What strategies will Flour Mills implement in order to support the government’s agricultural policy and focus on agriculture? You are currently investing a lot in edible oils.

We’ve recently invested N7 billion. We know that we also have to grow palm trees. We are going to acquire land in Edo State to develop a big palm oil plantation.

We also went into pasta manufacturing many years back. That was my first job here; I realised we could make a lot of money in pasta and we moved to a new site. Today I think we have the biggest pasta plant in Africa with 500 tonnes per day, and we are going to double that. Pasta has been very successful; we have also gone into related business such as noodle manufacturing. It is coming along very well.

We have the fertiliser business and we supply almost 40 per cent of Nigerian requirements for fertiliser. Flour Mills’ products can be found everywhere. Transport and logistics are important as we have to move our products, but we also know that in order for us to succeed, infrastructure has to be addressed. I am happy that the government is focusing on this now, and money may come from the fuel subsidy removal, and it will be used for infrastructure.

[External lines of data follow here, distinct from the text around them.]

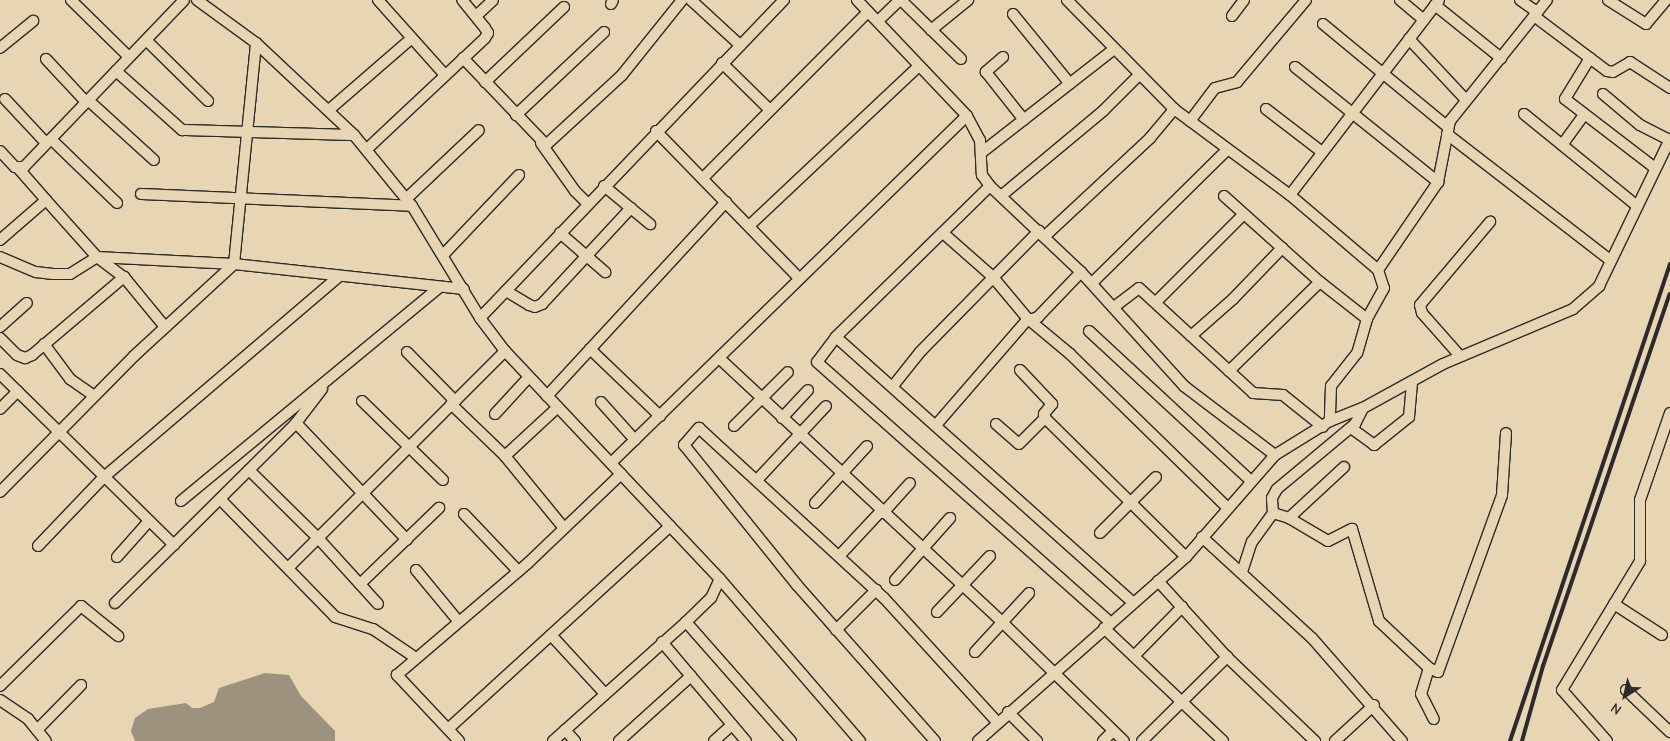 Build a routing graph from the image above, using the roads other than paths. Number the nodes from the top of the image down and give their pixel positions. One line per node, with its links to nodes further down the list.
1 (71, 0): 41 (street)
2 (184, 0): 36 (street)
3 (197, 0): 37 (street)
4 (378, 0): 34 (street)
5 (462, 0): 26 (street)
6 (493, 0): 26 (street)
7 (682, 0): 81 (street)
8 (691, 0): 38 (street)
9 (784, 0): 38 (street)
10 (857, 0): 23 (street)
11 (901, 0): 30 (street); 32 (street)
12 (968, 0): 32 (street)
13 (1067, 0): 40 (street)
14 (1244, 0): 27 (street)
15 (1306, 0): 73 (street)
16 (1400, 0): 28 (street)
17 (1520, 0): 25 (street)
18 (1547, 0): 25 (street)
19 (1608, 0): 20 (street)
20 (1662, 1)
21 (1437, 2): 28 (street); 44 (street)
22 (564, 7): 55 (street)
23 (868, 12): 30 (street); 66 (street)
24 (1013, 14): 56 (street)
25 (1536, 14): 44 (street); 45 (street)
26 (476, 16): 43 (street)
27 (1232, 16)
28 (1424, 20): 35 (street)
29 (33, 21): 39 (street)
30 (878, 21): 49 (street)
31 (1323, 24): 52 (street)
32 (932, 30): 47 (street)
33 (604, 32): 70 (street)
34 (412, 38): 54 (street); 63 (street)
35 (1409, 39): 52 (street); 60 (street)
36 (146, 40): 41 (street); 62 (street)
37 (256, 43): 63 (street); 77 (street)
38 (740, 45): 48 (street)
39 (0, 48)
40 (1114, 49): 53 (street); 56 (street)
41 (129, 57): 51 (street)
42 (1003, 57): 72 (street)
43 (463, 58): 54 (street); 55 (street)
44 (1501, 58): 60 (street)
45 (1590, 58): 57 (street); 69 (street)
46 (46, 59): 61 (street)
47 (961, 59)
48 (722, 63): 66 (street); 76 (street)
49 (920, 66): 71 (street); 111 (street)
50 (1295, 67): 67 (street)
51 (116, 71): 61 (street); 77 (street)
52 (1383, 72): 67 (street); 75 (street)
53 (1140, 74): 64 (street); 98 (street)
54 (445, 75): 83 (street)
55 (485, 82): 70 (street)
56 (1070, 84): 72 (street)
57 (1670, 88)
58 (1602, 94): 79 (street)
59 (5, 99): 80 (street)
60 (1466, 100): 75 (street)
61 (87, 101): 80 (street); 88 (street)
62 (208, 101)
63 (330, 109): 78 (street)
64 (1174, 109): 73 (street); 114 (street)
65 (1266, 109): 86 (street)
66 (770, 110): 92 (street)
67 (1351, 113): 86 (street); 93 (street)
68 (1524, 114): 82 (street)
69 (1584, 114): 82 (street); 89 (street)
70 (516, 115): 81 (street)
71 (967, 116): 87 (street); 129 (street)
72 (1024, 120): 87 (street)
73 (1190, 121): 84 (street)
74 (479, 130): 104 (street)
75 (1448, 130): 93 (street); 121 (street)
76 (656, 131): 92 (street); 94 (street)
77 (247, 132): 78 (street); 100 (street)
78 (354, 135): 83 (street)
79 (1670, 139): 89 (street)
80 (49, 141): 90 (street); 103 (street)
81 (541, 143): 105 (street)
82 (1562, 145): 106 (street)
83 (367, 149): 104 (street)
84 (1227, 150): 97 (street); 131 (street)
85 (0, 152): 90 (street)
86 (1322, 152): 97 (street)
87 (981, 153): 95 (street)
88 (154, 160)
89 (1655, 168): 106 (street)
90 (18, 169): 101 (street)
91 (519, 175): 117 (street)
92 (702, 178): 102 (street)
93 (1438, 182): 123 (street)
94 (604, 186): 105 (street); 107 (street)
95 (990, 186): 98 (street); 113 (street)
96 (141, 194): 100 (street)
97 (1290, 195): 123 (street)
98 (1001, 196): 114 (street)
99 (1224, 196): 108 (street)
100 (241, 199): 104 (street); 122 (street)
101 (46, 200): 115 (street); 120 (street)
102 (726, 202): 111 (street); 148 (street)
103 (117, 203)
104 (409, 203): 117 (street)
105 (588, 204): 112 (street)
106 (1636, 205): 121 (street)
107 (632, 208): 110 (street); 118 (street)
108 (1244, 214): 116 (street); 135 (street)
109 (1490, 222): 151 (street)
110 (650, 224)
111 (750, 226): 129 (street)
112 (560, 233): 118 (street); 134 (street)
113 (943, 233): 127 (street); 145 (street)
114 (1042, 234): 125 (street); 127 (street)
115 (0, 240)
116 (1282, 248): 130 (street); 144 (street)
117 (444, 254): 133 (street)
118 (587, 256): 124 (street); 134 (street)
119 (0, 257): 120 (street)
120 (97, 257): 122 (street); 128 (street)
121 (1610, 260): 151 (street)
122 (234, 264): 126 (street); 142 (street)
123 (1378, 270): 139 (street)
124 (605, 272)
125 (1081, 272): 131 (street); 140 (street)
126 (339, 276): 132 (street); 198 (street)
127 (992, 276): 140 (street); 160 (street)
128 (124, 277): 142 (street); 147 (street)
129 (800, 279): 152 (street)
130 (1320, 282): 139 (street); 154 (street)
131 (1092, 283): 137 (street)
132 (440, 287): 133 (street); 158 (street)
133 (464, 289): 138 (street)
134 (506, 290): 138 (street)
135 (1156, 302): 137 (street); 144 (street)
136 (27, 303): 141 (street)
137 (1114, 307): 190 (street)
138 (480, 318): 149 (street)
139 (1366, 319): 180 (street)
140 (1029, 320): 181 (street); 210 (street)
141 (0, 327)
142 (165, 327): 163 (street)
143 (1089, 331): 201 (street)
144 (1191, 336): 154 (street)
145 (836, 337): 160 (street); 250 (street)
146 (0, 338): 147 (street)
147 (44, 344): 163 (street)
148 (590, 349): 164 (street); 175 (street)
149 (505, 351): 157 (street); 167 (street)
150 (407, 352): 167 (street)
151 (1460, 356): 159 (street)
152 (719, 358): 165 (street); 175 (street)
153 (1020, 370): 177 (street)
154 (1229, 371): 180 (street)
155 (788, 372): 165 (street)
156 (0, 374): 162 (street)
157 (529, 377): 164 (street); 174 (street)
158 (326, 381): 178 (street); 206 (street)
159 (1412, 381): 171 (street); 183 (street)
160 (893, 386): 181 (street)
161 (808, 390): 176 (street)
162 (18, 391): 172 (street); 184 (street)
163 (94, 396): 184 (street)
164 (547, 396): 170 (street)
165 (760, 398): 176 (street); 182 (street)
166 (362, 401): 188 (street)
167 (453, 402): 188 (street); 191 (street)
168 (601, 402): 187 (street)
169 (826, 406): 186 (street)
170 (558, 407): 191 (street); 192 (street)
171 (1363, 408): 180 (street); 183 (street)
172 (0, 409)
173 (1670, 413): 244 (street)
174 (495, 414)
175 (660, 416): 187 (street)
176 (782, 418): 186 (street)
177 (1045, 418): 179 (street); 208 (street)
178 (296, 423): 194 (street); 204 (street)
179 (996, 424)
180 (1327, 424): 190 (street)
181 (936, 425): 242 (street)
182 (734, 426)
183 (1351, 428): 212 (street)
184 (58, 431): 198 (street); 203 (street)
185 (1506, 433): 260 (street)
186 (800, 435): 196 (street); 200 (street)
187 (635, 440): 192 (street)
188 (409, 446): 199 (street); 204 (street)
189 (867, 446): 196 (street)
190 (1275, 455): 201 (street)
191 (505, 456): 218 (street)
192 (611, 463): 195 (street)
193 (1344, 467): 215 (street)
194 (249, 470): 205 (street); 221 (street)
195 (621, 474): 217 (street); 218 (street)
196 (842, 474): 207 (street); 211 (street)
197 (1156, 476): 208 (street)
198 (104, 477): 216 (street); 224 (street)
199 (443, 480)
200 (757, 480): 226 (street); 251 (street)
201 (1251, 481): 210 (street)
202 (910, 483): 211 (street)
203 (0, 492)
204 (364, 492): 221 (street); 222 (street)
205 (220, 499): 223 (street); 230 (street)
206 (181, 501)
207 (815, 502)
208 (1132, 502): 219 (street); 229 (street)
209 (439, 508): 222 (street)
210 (1228, 508): 220 (street)
211 (882, 512): 225 (street); 226 (street)
212 (1274, 513): 215 (street); 233 (street)
213 (464, 514): 232 (street)
214 (950, 518): 225 (street)
215 (1289, 518): 260 (street)
216 (149, 521): 223 (street); 228 (street)
217 (670, 526): 234 (street); 252 (street)
218 (564, 528): 232 (street)
219 (1100, 533)
220 (1202, 537): 229 (street); 233 (street)
221 (318, 538): 230 (street); 237 (street)
222 (407, 540): 237 (street)
223 (174, 545): 241 (street)
224 (38, 546)
225 (922, 549): 235 (street); 238 (street)
226 (840, 555): 239 (street)
227 (990, 556): 238 (street)
228 (117, 557)
229 (1186, 557): 236 (street)
230 (288, 568): 259 (street)
231 (416, 570): 247 (street)
232 (518, 571): 247 (street)
233 (1242, 572): 269 (street)
234 (720, 578): 248 (street); 287 (street)
235 (895, 580)
236 (1158, 581): 242 (street); 245 (street)
237 (360, 584): 243 (street)
238 (962, 586): 246 (street); 249 (street)
239 (876, 590): 251 (street); 272 (street)
240 (1029, 593): 249 (street)
241 (115, 603)
242 (1134, 603): 250 (street)
243 (378, 604)
244 (1614, 604): 253 (street); 298 (street)
245 (1182, 607): 257 (street); 258 (street)
246 (937, 612)
247 (459, 622): 259 (street)
248 (686, 622): 255 (street); 286 (street)
249 (1002, 622): 256 (street); 261 (street)
250 (1108, 626): 257 (street); 261 (street)
251 (836, 630): 288 (street)
252 (551, 635): 266 (street); 274 (street)
253 (1662, 635)
254 (118, 636): 264 (street)
255 (662, 642): 262 (street); 266 (street)
256 (975, 652)
257 (1134, 656): 268 (street)
258 (1227, 657): 268 (street); 295 (street)
259 (416, 658): 274 (street)
260 (1429, 668): 271 (street)
261 (1054, 674): 270 (street); 277 (street)
262 (691, 676): 273 (street); 283 (street)
263 (81, 685): 275 (street)
264 (0, 686)
265 (1626, 690): 278 (street)
266 (605, 694): 276 (street)
267 (0, 700): 275 (street)
268 (1181, 701): 293 (street); 294 (street)
269 (1374, 705): 296 (street); 297 (street)
270 (1008, 712): 272 (street); 290 (street)
271 (1434, 719)
272 (998, 723): 289 (street)
273 (732, 725): 284 (street); 285 (street)
274 (448, 729): 279 (street)
275 (38, 730): 280 (street)
276 (565, 730): 281 (street); 282 (street)
277 (1114, 731): 291 (street); 292 (street)
278 (1670, 732)
279 (457, 740)
280 (46, 741)
281 (553, 741)
282 (575, 741)
283 (619, 741)
284 (714, 741)
285 (746, 741)
286 (791, 741)
287 (860, 741)
288 (935, 741)
289 (978, 741)
290 (1037, 741)
291 (1103, 741)
292 (1124, 741)
293 (1142, 741)
294 (1223, 741)
295 (1315, 741)
296 (1335, 741)
297 (1402, 741)
298 (1607, 741)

Energy and electricity are very important as far as we are concerned. Everybody needs electricity, and you cannot start small and medium-scale businesses without it. But it is important that the government is also addressing these issues through deregulation and the unbundling of the Power Holding Company of Nigeria (PHCN), which will lead to the private sector coming in.

Do you have a special message for the readers of the Financial Times Deutschland?

We have a lot of opportunities in Flour Mills. We started off with just one company, and we have diversified into all sorts of things – cement, fertiliser, port operations, noodles, rice, sugar, oils, etc.

We still need people to partner with us; we need investors to come so we can expand, for we always try to be the largest in the areas we go into. In order to be the largest we need money and a lot of funding.

Come and see what we are doing and look at areas that interest you. If you do business with Flour Mills, you can be sure that you are doing the right thing!